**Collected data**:
- Opening Delimiter -

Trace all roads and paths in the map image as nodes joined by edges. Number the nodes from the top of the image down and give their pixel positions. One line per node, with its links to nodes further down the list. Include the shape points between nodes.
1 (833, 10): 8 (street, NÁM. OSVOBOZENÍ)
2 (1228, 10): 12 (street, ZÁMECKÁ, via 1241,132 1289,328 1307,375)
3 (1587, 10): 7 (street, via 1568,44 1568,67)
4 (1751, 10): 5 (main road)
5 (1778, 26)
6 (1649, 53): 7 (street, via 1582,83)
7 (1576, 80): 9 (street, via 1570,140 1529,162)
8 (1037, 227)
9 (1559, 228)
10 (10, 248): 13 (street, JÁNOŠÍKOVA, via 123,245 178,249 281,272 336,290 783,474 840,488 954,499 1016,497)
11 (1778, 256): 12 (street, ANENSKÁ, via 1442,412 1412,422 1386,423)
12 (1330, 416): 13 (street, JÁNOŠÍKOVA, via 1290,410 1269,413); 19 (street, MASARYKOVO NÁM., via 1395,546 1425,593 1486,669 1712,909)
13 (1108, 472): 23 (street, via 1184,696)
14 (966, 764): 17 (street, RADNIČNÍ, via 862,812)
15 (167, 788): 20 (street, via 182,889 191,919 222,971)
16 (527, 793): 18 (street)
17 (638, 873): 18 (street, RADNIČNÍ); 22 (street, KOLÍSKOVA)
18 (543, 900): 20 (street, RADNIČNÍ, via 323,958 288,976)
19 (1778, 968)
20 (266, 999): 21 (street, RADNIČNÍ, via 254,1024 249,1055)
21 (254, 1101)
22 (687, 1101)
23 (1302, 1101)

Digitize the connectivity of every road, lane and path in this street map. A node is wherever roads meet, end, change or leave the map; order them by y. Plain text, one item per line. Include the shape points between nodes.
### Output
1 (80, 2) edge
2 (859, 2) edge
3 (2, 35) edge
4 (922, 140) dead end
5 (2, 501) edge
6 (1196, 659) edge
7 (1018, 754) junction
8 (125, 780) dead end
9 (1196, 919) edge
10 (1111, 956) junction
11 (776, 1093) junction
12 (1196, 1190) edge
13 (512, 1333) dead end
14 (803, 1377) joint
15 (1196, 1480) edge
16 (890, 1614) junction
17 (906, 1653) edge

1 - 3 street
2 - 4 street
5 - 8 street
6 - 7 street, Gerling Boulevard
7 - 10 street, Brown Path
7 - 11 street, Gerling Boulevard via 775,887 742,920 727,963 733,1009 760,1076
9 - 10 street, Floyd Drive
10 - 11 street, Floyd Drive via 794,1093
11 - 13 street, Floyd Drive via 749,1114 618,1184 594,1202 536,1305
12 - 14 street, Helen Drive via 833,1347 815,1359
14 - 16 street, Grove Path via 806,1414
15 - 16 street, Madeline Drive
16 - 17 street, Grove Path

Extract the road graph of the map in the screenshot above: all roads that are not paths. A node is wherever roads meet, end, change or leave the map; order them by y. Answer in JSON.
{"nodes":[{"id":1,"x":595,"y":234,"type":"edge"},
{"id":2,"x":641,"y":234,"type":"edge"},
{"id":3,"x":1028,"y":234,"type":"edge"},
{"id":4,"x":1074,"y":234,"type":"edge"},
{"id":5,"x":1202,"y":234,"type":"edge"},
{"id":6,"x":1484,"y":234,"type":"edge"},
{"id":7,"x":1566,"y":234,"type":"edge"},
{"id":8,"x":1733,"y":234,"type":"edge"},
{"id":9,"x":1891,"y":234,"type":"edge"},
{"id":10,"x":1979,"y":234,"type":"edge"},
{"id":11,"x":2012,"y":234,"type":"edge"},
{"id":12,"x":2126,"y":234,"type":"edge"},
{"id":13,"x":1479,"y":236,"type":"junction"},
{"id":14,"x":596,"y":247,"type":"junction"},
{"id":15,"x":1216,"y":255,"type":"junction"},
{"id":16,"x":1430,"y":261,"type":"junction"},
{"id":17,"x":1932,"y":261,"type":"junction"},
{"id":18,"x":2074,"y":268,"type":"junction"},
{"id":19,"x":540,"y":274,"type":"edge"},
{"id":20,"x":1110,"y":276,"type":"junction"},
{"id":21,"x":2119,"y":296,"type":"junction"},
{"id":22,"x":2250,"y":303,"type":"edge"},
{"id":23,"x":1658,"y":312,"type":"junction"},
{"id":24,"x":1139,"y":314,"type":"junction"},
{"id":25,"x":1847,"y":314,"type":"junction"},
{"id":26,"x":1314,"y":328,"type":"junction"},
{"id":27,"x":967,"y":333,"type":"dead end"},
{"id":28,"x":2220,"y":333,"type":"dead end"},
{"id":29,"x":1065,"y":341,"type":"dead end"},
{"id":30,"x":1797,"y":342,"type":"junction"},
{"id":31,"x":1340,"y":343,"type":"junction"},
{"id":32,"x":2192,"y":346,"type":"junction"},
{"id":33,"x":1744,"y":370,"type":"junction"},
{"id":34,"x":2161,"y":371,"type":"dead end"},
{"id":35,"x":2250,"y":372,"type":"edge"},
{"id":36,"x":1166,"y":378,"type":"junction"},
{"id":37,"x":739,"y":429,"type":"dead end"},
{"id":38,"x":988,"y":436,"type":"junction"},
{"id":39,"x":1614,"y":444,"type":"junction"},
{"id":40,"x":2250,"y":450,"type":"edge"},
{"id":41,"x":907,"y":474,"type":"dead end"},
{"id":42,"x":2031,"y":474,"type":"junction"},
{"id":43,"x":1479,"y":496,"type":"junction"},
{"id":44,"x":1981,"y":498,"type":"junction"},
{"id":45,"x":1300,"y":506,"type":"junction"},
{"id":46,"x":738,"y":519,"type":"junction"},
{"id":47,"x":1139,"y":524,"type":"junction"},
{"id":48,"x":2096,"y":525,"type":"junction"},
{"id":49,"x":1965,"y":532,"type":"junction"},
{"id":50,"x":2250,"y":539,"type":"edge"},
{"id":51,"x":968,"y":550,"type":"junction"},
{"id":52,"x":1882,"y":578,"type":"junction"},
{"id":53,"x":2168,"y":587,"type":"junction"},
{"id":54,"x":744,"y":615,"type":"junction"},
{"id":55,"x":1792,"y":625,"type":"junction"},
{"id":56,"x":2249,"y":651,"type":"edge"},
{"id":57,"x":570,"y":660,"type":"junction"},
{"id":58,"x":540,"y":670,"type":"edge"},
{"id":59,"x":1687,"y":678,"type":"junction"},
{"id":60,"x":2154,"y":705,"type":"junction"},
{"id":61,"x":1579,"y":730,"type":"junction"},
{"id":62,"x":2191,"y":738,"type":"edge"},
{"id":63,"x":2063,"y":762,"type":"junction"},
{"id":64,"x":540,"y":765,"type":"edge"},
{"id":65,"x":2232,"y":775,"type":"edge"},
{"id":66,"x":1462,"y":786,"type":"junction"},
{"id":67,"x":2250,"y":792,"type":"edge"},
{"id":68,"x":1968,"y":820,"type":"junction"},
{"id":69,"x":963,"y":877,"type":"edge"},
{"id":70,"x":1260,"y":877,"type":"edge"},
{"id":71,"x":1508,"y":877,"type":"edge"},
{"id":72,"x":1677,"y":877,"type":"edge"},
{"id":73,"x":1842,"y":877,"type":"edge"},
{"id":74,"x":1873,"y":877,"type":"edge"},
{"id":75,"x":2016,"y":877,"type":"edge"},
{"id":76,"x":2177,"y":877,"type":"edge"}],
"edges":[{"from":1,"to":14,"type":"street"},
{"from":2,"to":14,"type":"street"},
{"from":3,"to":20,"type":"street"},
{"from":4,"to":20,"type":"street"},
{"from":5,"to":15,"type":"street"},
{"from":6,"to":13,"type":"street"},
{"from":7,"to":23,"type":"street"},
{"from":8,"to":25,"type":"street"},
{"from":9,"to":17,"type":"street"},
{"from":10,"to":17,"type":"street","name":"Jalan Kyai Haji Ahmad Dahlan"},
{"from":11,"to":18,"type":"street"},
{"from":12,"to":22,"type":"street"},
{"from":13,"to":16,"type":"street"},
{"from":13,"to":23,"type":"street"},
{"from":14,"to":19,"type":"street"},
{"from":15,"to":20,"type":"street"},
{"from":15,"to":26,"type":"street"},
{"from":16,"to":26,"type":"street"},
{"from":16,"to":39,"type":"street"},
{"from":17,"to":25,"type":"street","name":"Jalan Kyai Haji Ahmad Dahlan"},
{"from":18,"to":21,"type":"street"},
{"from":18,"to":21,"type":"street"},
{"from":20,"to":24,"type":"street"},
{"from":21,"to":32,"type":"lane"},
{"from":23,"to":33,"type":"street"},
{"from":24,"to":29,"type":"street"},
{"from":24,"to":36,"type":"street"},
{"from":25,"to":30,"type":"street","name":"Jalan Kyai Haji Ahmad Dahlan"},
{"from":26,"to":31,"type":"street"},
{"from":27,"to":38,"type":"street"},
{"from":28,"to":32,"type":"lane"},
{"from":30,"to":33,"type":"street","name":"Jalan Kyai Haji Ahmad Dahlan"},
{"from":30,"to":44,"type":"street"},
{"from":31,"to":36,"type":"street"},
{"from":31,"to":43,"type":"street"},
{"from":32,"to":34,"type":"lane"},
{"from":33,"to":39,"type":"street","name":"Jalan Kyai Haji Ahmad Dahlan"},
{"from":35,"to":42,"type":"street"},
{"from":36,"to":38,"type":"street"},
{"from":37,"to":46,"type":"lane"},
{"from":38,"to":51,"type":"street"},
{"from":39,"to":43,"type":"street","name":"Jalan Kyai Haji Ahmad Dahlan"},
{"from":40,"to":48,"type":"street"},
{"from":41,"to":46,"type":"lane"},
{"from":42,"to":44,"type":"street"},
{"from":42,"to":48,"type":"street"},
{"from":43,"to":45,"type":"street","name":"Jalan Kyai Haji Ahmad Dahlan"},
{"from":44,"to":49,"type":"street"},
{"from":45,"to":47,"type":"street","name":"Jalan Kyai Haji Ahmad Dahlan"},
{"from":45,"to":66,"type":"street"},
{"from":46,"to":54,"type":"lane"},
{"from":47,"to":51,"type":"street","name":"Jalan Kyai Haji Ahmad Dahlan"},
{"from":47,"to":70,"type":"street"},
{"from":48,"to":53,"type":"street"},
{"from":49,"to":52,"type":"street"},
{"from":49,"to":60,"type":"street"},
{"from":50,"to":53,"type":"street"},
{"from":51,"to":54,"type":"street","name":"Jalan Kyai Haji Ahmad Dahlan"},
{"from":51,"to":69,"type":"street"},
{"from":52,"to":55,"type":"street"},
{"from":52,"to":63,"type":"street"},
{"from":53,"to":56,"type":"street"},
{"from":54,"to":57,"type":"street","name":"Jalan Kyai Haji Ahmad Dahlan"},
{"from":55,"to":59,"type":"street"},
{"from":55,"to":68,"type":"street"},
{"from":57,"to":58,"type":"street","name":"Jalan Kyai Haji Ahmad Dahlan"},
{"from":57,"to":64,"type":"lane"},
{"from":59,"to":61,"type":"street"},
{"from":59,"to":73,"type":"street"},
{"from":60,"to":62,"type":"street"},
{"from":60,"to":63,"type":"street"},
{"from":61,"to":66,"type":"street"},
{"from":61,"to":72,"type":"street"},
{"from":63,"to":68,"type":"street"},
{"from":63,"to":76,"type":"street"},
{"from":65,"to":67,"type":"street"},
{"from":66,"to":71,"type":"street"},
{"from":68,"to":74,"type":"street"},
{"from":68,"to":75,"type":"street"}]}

- Closing Delimiter -

**Required action**:
Go through the entries above and count each line that contains the string "RADNIČNÍ". Reply only with the total.

**Solved problem**:
4